**Instructions for the task**
You are asked to filter the data below and copy every line holding "picture".

**Supplied information**
= Beginning of Section =

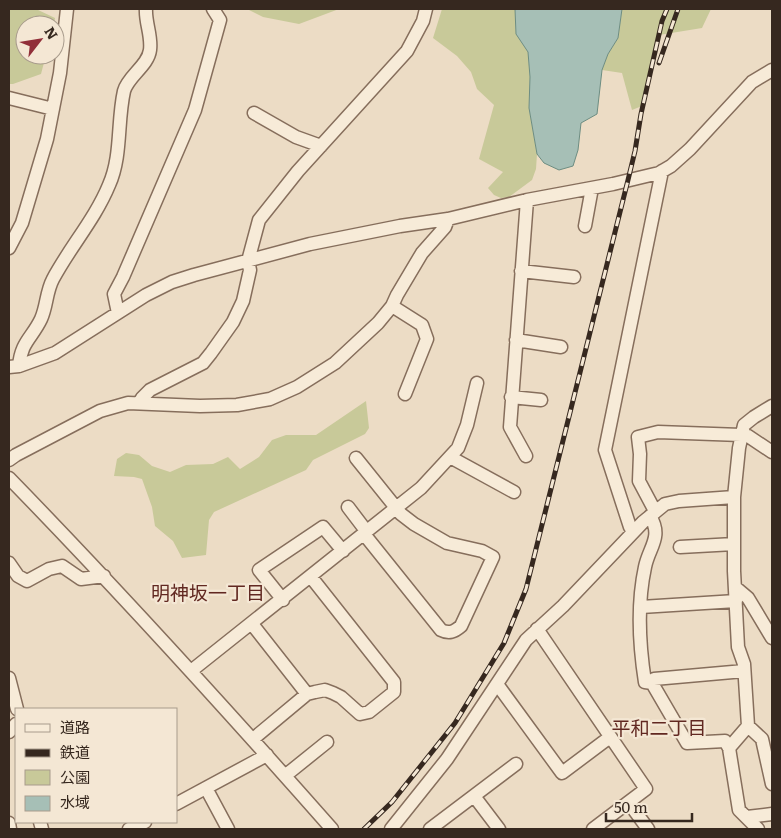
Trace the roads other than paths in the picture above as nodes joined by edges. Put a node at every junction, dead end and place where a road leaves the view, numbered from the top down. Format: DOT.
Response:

= End of Section =
= Beginning of Section =

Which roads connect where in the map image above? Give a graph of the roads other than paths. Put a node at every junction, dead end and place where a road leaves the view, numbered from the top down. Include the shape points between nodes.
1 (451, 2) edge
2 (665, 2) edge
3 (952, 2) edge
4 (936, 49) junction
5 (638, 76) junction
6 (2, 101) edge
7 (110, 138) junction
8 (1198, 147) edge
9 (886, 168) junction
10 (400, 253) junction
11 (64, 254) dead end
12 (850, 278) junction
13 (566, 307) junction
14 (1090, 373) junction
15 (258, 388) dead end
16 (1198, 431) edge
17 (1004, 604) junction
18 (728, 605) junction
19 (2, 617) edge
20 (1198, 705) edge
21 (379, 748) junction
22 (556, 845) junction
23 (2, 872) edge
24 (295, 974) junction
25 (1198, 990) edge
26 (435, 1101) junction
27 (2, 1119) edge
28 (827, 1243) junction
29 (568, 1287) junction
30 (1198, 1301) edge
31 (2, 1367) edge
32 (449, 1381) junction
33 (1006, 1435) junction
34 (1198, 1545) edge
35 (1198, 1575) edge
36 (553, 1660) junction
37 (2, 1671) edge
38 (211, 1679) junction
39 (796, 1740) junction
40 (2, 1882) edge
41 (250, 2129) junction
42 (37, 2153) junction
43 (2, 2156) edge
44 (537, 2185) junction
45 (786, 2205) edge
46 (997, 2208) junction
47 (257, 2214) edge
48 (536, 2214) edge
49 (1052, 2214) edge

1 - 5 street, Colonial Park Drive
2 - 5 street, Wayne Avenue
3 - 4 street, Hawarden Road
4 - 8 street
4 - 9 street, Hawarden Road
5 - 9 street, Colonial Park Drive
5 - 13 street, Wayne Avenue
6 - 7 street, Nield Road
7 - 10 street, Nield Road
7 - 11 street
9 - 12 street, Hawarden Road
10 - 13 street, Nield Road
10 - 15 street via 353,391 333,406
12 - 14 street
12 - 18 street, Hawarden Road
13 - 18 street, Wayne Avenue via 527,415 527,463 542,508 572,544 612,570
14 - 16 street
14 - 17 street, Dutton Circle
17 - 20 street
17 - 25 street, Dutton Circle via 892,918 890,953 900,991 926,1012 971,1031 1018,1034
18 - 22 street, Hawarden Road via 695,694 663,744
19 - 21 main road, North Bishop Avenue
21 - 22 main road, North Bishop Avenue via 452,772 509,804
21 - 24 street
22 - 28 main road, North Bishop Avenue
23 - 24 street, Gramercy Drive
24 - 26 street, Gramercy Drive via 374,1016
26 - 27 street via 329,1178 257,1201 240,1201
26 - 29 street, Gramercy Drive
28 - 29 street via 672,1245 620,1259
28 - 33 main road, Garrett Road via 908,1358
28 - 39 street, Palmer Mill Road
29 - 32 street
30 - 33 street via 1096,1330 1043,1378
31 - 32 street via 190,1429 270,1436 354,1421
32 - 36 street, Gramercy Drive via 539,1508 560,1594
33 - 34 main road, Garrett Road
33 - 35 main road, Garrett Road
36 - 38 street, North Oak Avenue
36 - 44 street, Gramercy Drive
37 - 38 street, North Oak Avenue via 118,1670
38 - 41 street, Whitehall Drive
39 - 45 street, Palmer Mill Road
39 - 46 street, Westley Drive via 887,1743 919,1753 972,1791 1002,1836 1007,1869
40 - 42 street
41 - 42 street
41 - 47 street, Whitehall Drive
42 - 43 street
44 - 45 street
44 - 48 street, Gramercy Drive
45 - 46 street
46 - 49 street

= End of Section =
= Beginning of Section =

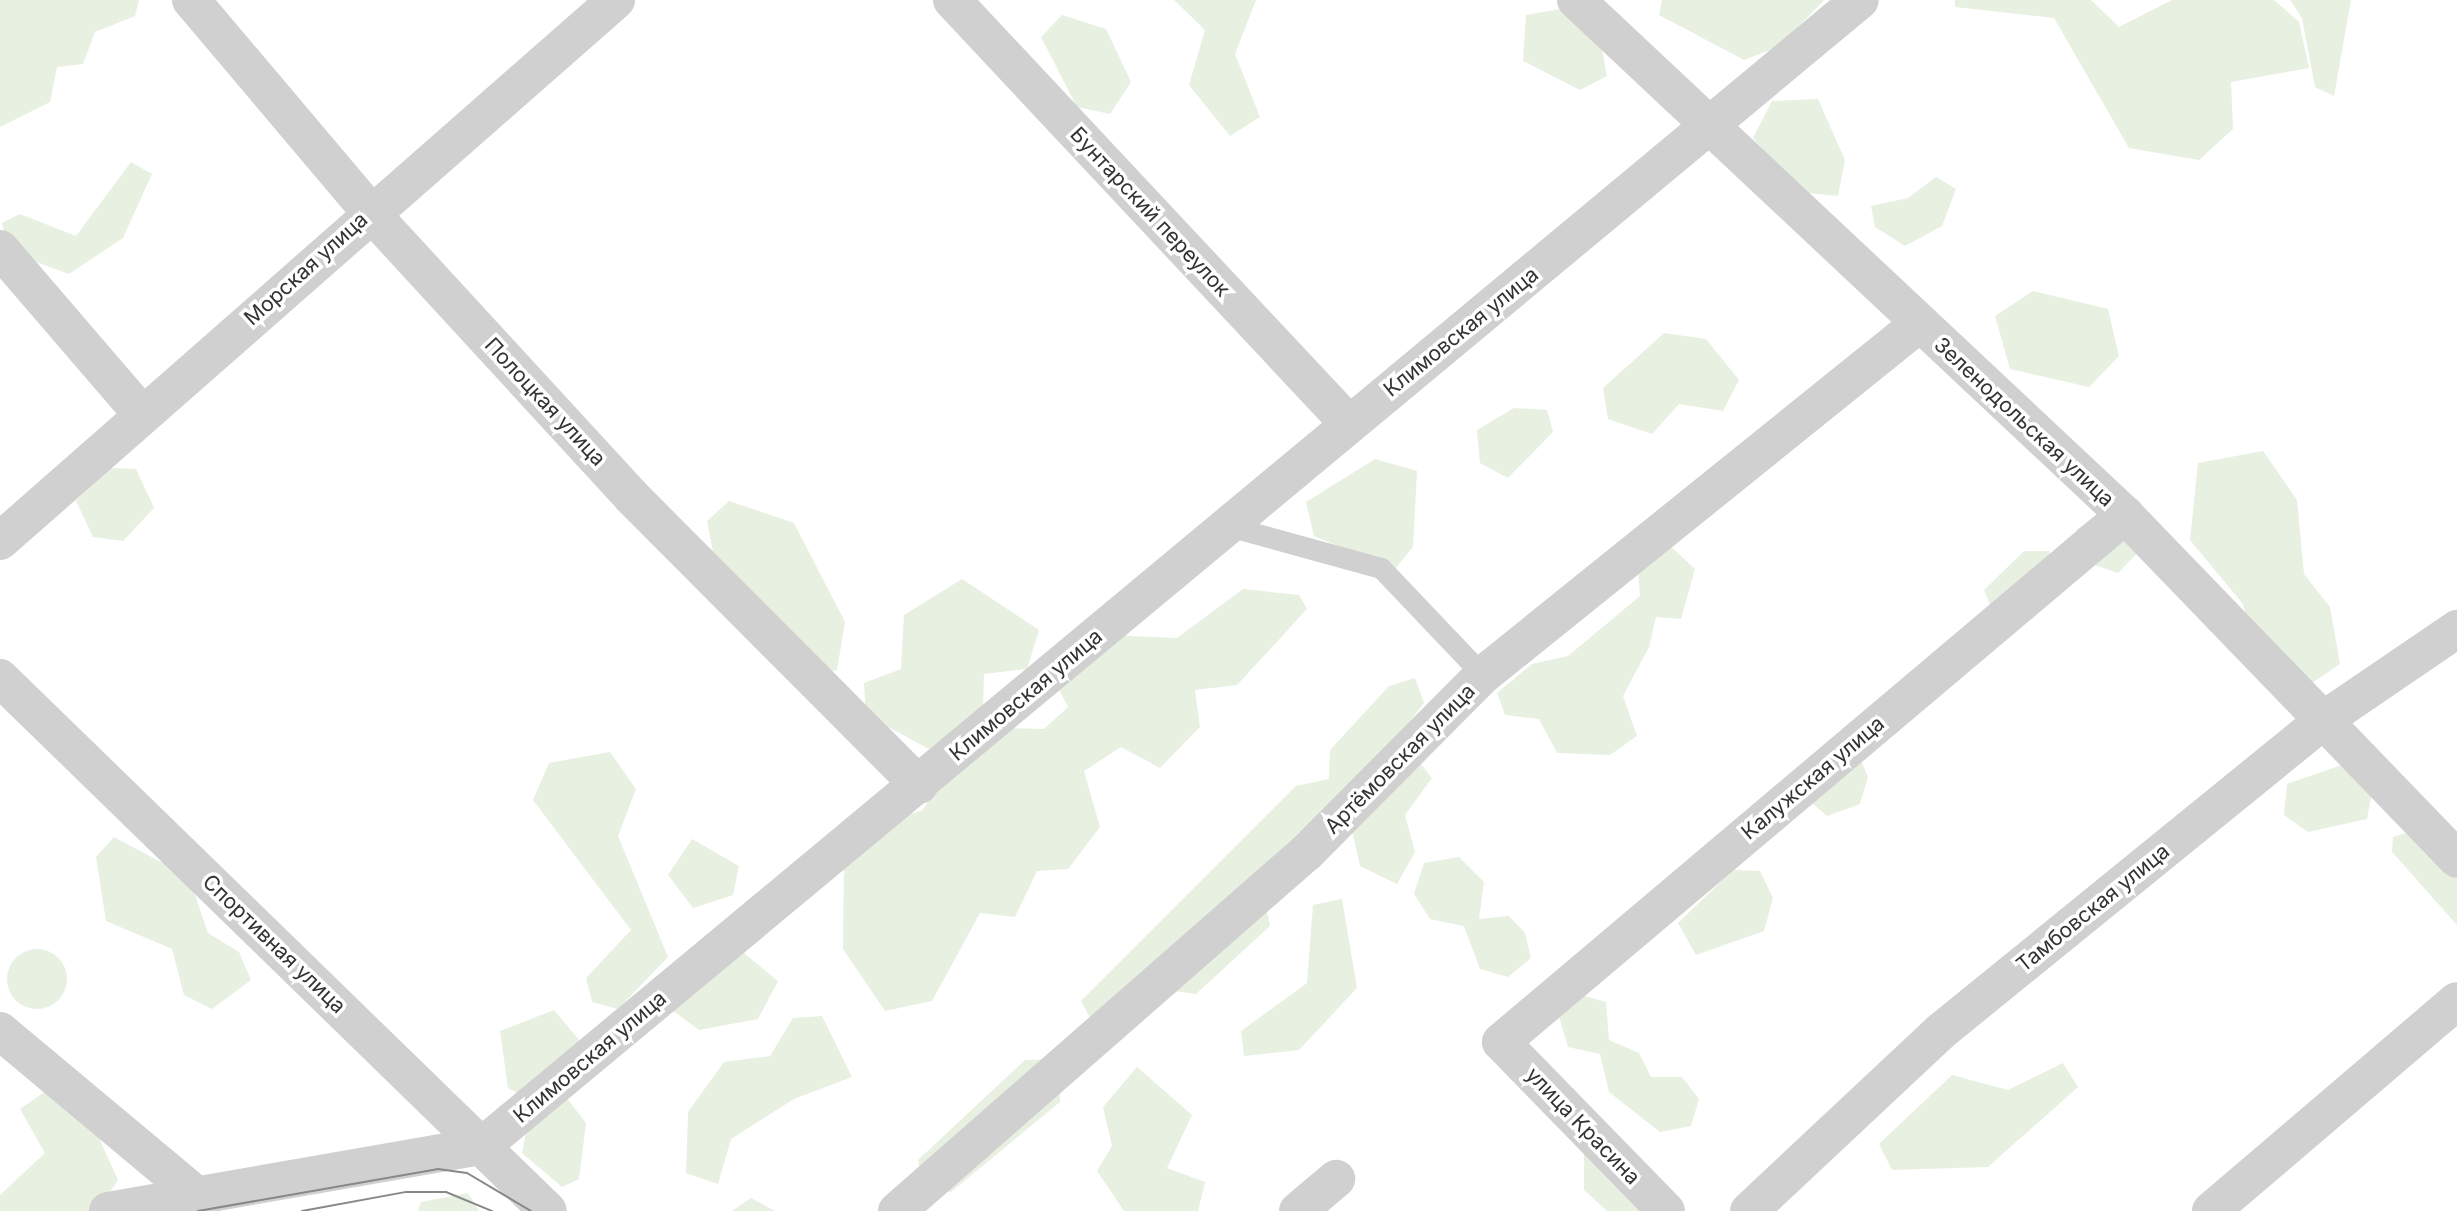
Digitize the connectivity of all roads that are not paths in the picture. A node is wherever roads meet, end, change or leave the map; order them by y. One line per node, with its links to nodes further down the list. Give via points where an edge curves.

= End of Section =

**Response to the exercise**
Trace the roads other than paths in the picture above as nodes joined by edges. Put a node at every junction, dead end and place where a road leaves the view, numbered from the top down. Format: DOT.
Digitize the connectivity of all roads that are not paths in the picture. A node is wherever roads meet, end, change or leave the map; order them by y. One line per node, with its links to nodes further down the list. Give via points where an edge curves.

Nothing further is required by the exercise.